Department of Mechanical Engineering, University of Manitoba, E2-327 EITC, 75A Chancellors Circle, Winnipeg, MB, Canada R3T 5V6

Correspondence should be addressed to Aleksandr Cherniaev; ac.abotinamu@veainrehc.rdnaskela

Received 29 March 2017; Accepted 12 July 2017; Published 16 August 2017

Academic Editor: Laszlo Toth

Copyright © 2017 Aleksandr Cherniaev and Igor Telichev. This is an open access article distributed under the Creative Commons Attribution License, which permits unrestricted use, distribution, and reproduction in any medium, provided the original work is properly cited.

Abstract

This numerical study evaluates the concept of a combined mesh-plate bumper as a shielding system protecting unmanned spacecraft from small (1 mm) orbital debris impacts.
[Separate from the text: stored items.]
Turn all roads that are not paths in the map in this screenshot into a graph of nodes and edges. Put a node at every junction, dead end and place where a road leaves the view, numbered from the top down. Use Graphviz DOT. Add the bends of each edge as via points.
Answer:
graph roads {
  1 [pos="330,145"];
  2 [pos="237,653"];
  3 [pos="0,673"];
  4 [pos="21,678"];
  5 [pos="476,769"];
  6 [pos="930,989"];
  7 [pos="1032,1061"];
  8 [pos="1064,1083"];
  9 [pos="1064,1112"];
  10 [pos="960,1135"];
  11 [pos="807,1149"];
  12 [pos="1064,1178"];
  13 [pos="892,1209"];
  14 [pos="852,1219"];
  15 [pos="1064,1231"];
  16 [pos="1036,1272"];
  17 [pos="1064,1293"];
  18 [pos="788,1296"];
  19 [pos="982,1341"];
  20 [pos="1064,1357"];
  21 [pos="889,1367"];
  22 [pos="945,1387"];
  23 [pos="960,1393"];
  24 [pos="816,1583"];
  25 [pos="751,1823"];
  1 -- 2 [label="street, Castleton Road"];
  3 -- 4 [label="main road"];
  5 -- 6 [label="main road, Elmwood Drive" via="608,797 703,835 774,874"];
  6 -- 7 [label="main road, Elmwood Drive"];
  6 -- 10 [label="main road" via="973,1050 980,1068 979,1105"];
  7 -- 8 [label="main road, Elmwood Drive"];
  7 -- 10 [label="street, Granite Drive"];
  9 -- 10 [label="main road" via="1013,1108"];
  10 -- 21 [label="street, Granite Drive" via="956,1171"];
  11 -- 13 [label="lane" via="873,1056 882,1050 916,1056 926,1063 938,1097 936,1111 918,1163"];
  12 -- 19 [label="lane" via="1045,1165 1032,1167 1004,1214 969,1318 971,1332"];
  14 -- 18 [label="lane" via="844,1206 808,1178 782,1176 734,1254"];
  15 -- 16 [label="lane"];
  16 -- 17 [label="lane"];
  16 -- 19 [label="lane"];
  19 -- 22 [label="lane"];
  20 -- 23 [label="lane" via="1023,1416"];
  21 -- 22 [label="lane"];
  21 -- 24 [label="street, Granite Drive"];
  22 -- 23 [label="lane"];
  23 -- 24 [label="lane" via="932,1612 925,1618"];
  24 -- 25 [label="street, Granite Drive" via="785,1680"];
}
Two-component bumpers consisting of an external layer of woven mesh (aluminum or steel) directly applied to a surface of the aluminum plate are considered. Results of numerical modeling with a projectile velocity of 7 km/s indicate that, in comparison to the steel mesh-combined bumper, the combination of aluminum mesh and aluminum plate provides better fragmentation of small hypervelocity projectiles. At the same time, none of the combined mesh/plate bumpers provide a significant increase of ballistic properties as compared to an aluminum plate bumper. This indicates that the positive results reported in the literature for bumpers with metallic meshes and large projectiles are not scalable down to millimeter-sized particles. Based on this investigation’s results, a possible modification of the combined mesh/plate bumper is proposed for the future study.